It's been 15 games and over a year since Florida last scored 50 points in a 54-32 win over Furman. And the Gators did that because they had to do that, given the weird dimensions of that game: Furman led 22-7 at the end of the first quarter, and trailed 27-22 at halftime and 37-32 entering the fourth quarter. Florida had to put away those Paladins, who went 6-5 on the year against mostly FCS competition. And even those 54 points came with significant defensive help: Pick-sixes from De'Ante "Pop" Saunders and Jelani Jenkins each helped Florida pull away in the fourth quarter.
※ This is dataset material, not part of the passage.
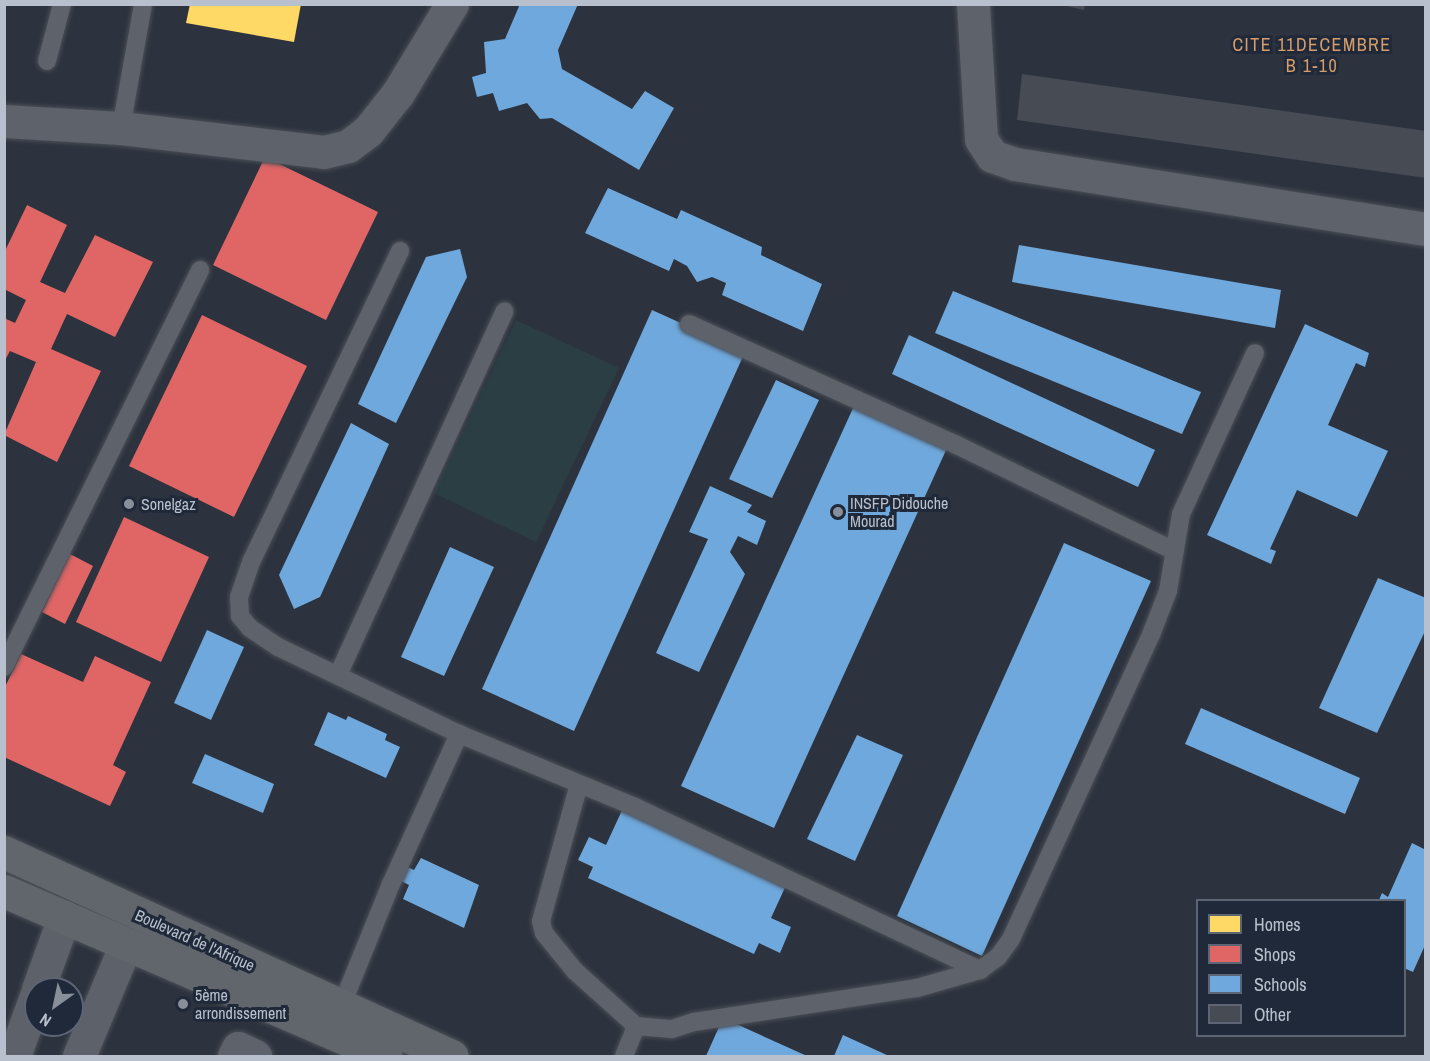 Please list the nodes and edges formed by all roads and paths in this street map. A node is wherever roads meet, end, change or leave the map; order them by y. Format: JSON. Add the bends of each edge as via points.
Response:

Florida hasn't needed 50 points in a game it was capable of scoring 50 points since, thanks to rugged defense and rough offense, but it might not have been capable of getting halfway to the century mark in 2012 anyway. Florida played its backup quarterback against Bowling Green, Louisiana, and Jacksonville State last year, and didn't score 30 points against any of those cupcakes; its highest point total of 2012 came in a 44-11 blowout of South Carolina that was fueled by destructive special teams play.
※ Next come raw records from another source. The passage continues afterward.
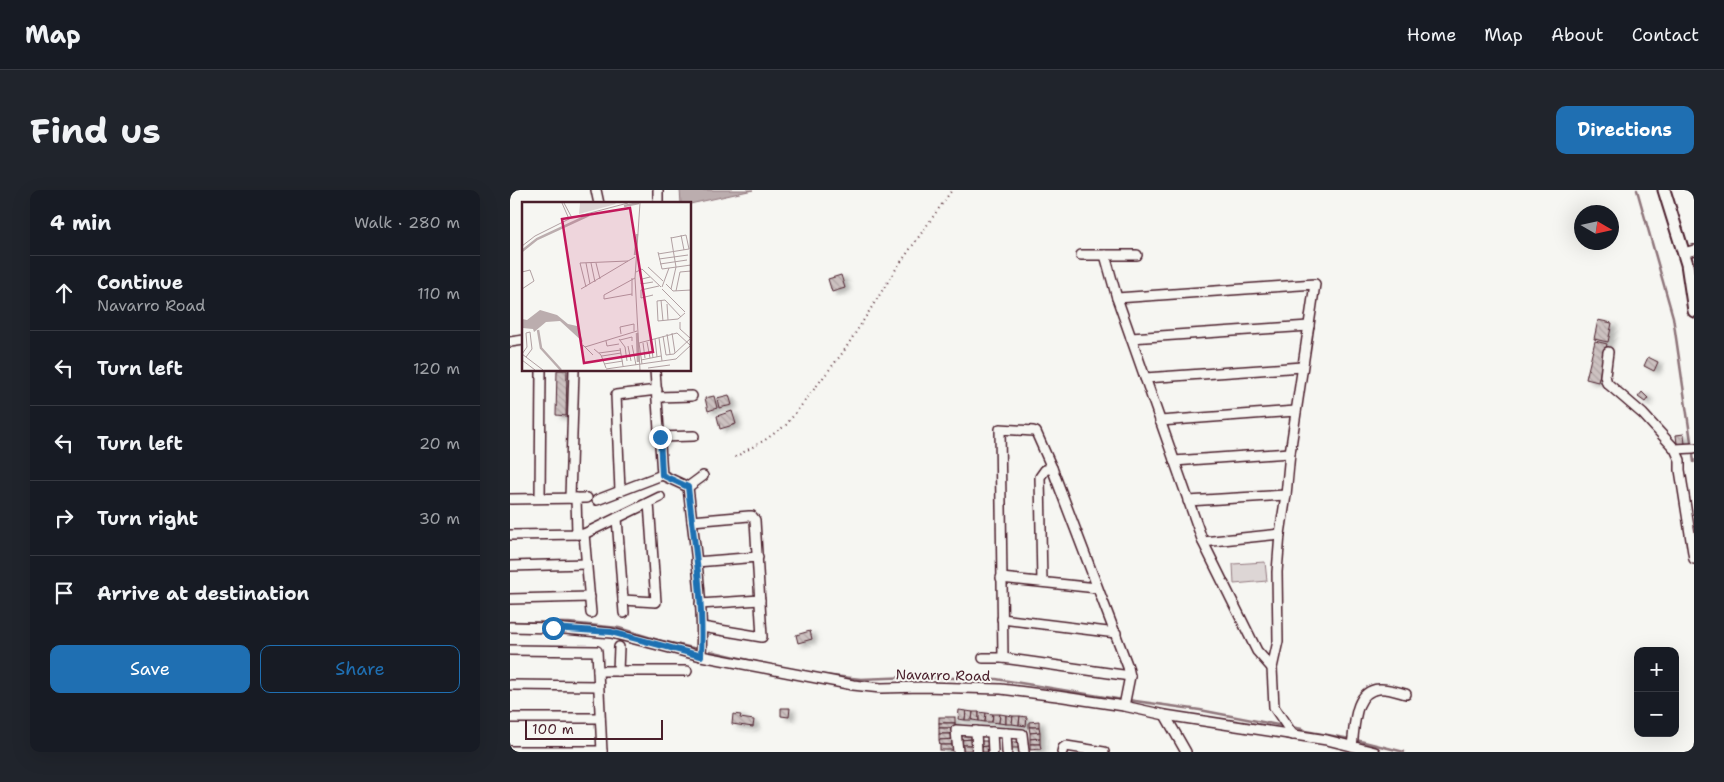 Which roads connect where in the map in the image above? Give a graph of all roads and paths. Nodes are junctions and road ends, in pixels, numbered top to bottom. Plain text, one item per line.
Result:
1 (952, 190) edge
2 (1664, 190) edge
3 (1689, 252) edge
4 (1081, 255) dead end
5 (1105, 255) junction
6 (1138, 256) dead end
7 (1692, 274) edge
8 (1117, 298) junction
9 (1694, 311) edge
10 (1309, 326) junction
11 (1131, 338) junction
12 (1608, 352) dead end
13 (1302, 367) junction
14 (541, 371) edge
15 (574, 371) edge
16 (655, 371) edge
17 (1145, 378) junction
18 (657, 394) junction
19 (692, 396) dead end
20 (1296, 411) junction
21 (1160, 421) junction
22 (694, 436) dead end
23 (660, 437) junction
24 (1692, 448) edge
25 (1675, 449) junction
26 (1290, 453) junction
27 (734, 457) dead end
28 (1174, 462) junction
29 (1052, 468) junction
30 (662, 475) junction
31 (703, 476) dead end
32 (688, 487) junction
33 (620, 491) junction
34 (1286, 494) junction
35 (660, 497) dead end
36 (540, 498) junction
37 (573, 498) junction
38 (587, 498) dead end
39 (510, 499) edge
40 (597, 500) dead end
41 (1188, 501) junction
42 (648, 503) junction
43 (616, 518) junction
44 (692, 521) junction
45 (581, 534) junction
46 (1280, 534) junction
47 (510, 535) edge
48 (1203, 542) junction
49 (758, 557) junction
50 (1694, 559) edge
51 (696, 562) junction
52 (587, 564) junction
53 (510, 566) edge
54 (1001, 578) junction
55 (1042, 582) junction
56 (1097, 588) junction
57 (590, 597) junction
58 (510, 599) edge
59 (623, 600) junction
60 (760, 600) junction
61 (700, 604) junction
62 (591, 613) dead end
63 (624, 613) dead end
64 (1002, 619) junction
65 (510, 627) edge
66 (702, 627) junction
67 (1116, 633) junction
68 (619, 647) dead end
69 (510, 650) edge
70 (701, 656) junction
71 (983, 658) dead end
72 (1003, 658) junction
73 (1272, 668) junction
74 (598, 671) junction
75 (618, 671) junction
76 (687, 671) dead end
77 (1130, 676) junction
78 (510, 685) edge
79 (598, 686) junction
80 (1406, 694) dead end
81 (1125, 702) junction
82 (1165, 715) junction
83 (510, 718) edge
84 (600, 718) junction
85 (1288, 729) junction
86 (976, 731) junction
87 (992, 732) junction
88 (1006, 733) junction
89 (1353, 741) junction
90 (1184, 750) edge
91 (510, 751) edge
92 (602, 752) edge
93 (958, 752) edge
94 (977, 752) edge
95 (993, 752) edge
96 (1008, 752) edge
97 (1024, 752) edge
98 (1062, 752) edge
99 (1104, 752) edge
100 (1375, 752) edge

1 - 27 path
2 - 3 main road
3 - 7 main road
4 - 5 street
5 - 6 street
5 - 8 street
7 - 9 main road
8 - 10 street
8 - 11 street
10 - 11 street
10 - 13 street
11 - 17 street
12 - 25 street
13 - 17 street
13 - 20 street
14 - 36 street
15 - 37 street
16 - 18 street
17 - 21 street
18 - 19 street
18 - 23 street
18 - 33 street
20 - 21 street
20 - 26 street
21 - 28 street
22 - 23 street
23 - 30 street
24 - 25 street
25 - 50 street
26 - 28 street
26 - 34 street
28 - 41 street
29 - 54 street
29 - 55 street
29 - 56 street
30 - 32 street
30 - 33 street
31 - 32 street
32 - 44 street
33 - 40 street
34 - 41 street
34 - 46 street
35 - 42 street
36 - 37 street
36 - 39 street
37 - 38 street
37 - 45 street
41 - 48 street
42 - 43 street
42 - 59 street
43 - 45 street
43 - 59 street
44 - 49 street
44 - 51 street
45 - 47 street
45 - 52 street
46 - 48 street
46 - 73 street
48 - 73 street
49 - 51 street
49 - 60 street
51 - 61 street
52 - 53 street
52 - 57 street
54 - 55 street
54 - 64 street
55 - 56 street
56 - 67 street
57 - 58 street
57 - 62 street
59 - 63 street
60 - 61 street
60 - 66 street
61 - 66 street
64 - 67 street
64 - 72 street
65 - 70 street, Navarro Road
66 - 70 street
67 - 77 street
68 - 75 street
69 - 74 street
70 - 81 street, Navarro Road
71 - 72 street
72 - 77 street
73 - 85 street
74 - 75 street
74 - 79 street
75 - 76 street
77 - 81 street
78 - 79 street
79 - 84 street
80 - 89 street
81 - 82 street, Navarro Road
82 - 85 street, Navarro Road
82 - 90 street
83 - 84 street
84 - 92 street
85 - 89 street, Navarro Road
86 - 87 street
86 - 93 street
86 - 94 street
87 - 88 street
87 - 95 street
88 - 96 street
88 - 97 street
89 - 100 street, Navarro Road
91 - 92 street
98 - 99 street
For Florida fans, that's disconcerting, because not reaching that 50-point plateau is both bad and rare. The last time Florida failed to hang half a hundred on someone was 2005, when the Gators came within a point of doing it to Kentucky and Vanderbilt. Prior to that, the last year without a 50-point game was 1992, when Shane Matthews was a senior and had an underwhelming receiving corps.
Steve Spurrier's Gators actually went 28 games between 50-point outings from 1991's opener to the fifth game of the 1993 season, but they also managed to routinely score in the 30s (11 games of 30-plus points) and 40s (five games of 40-plus) during that stretch. Will Muschamp's Gators have scored more than 30 five times since last topping 50, and scored more than 40 just once.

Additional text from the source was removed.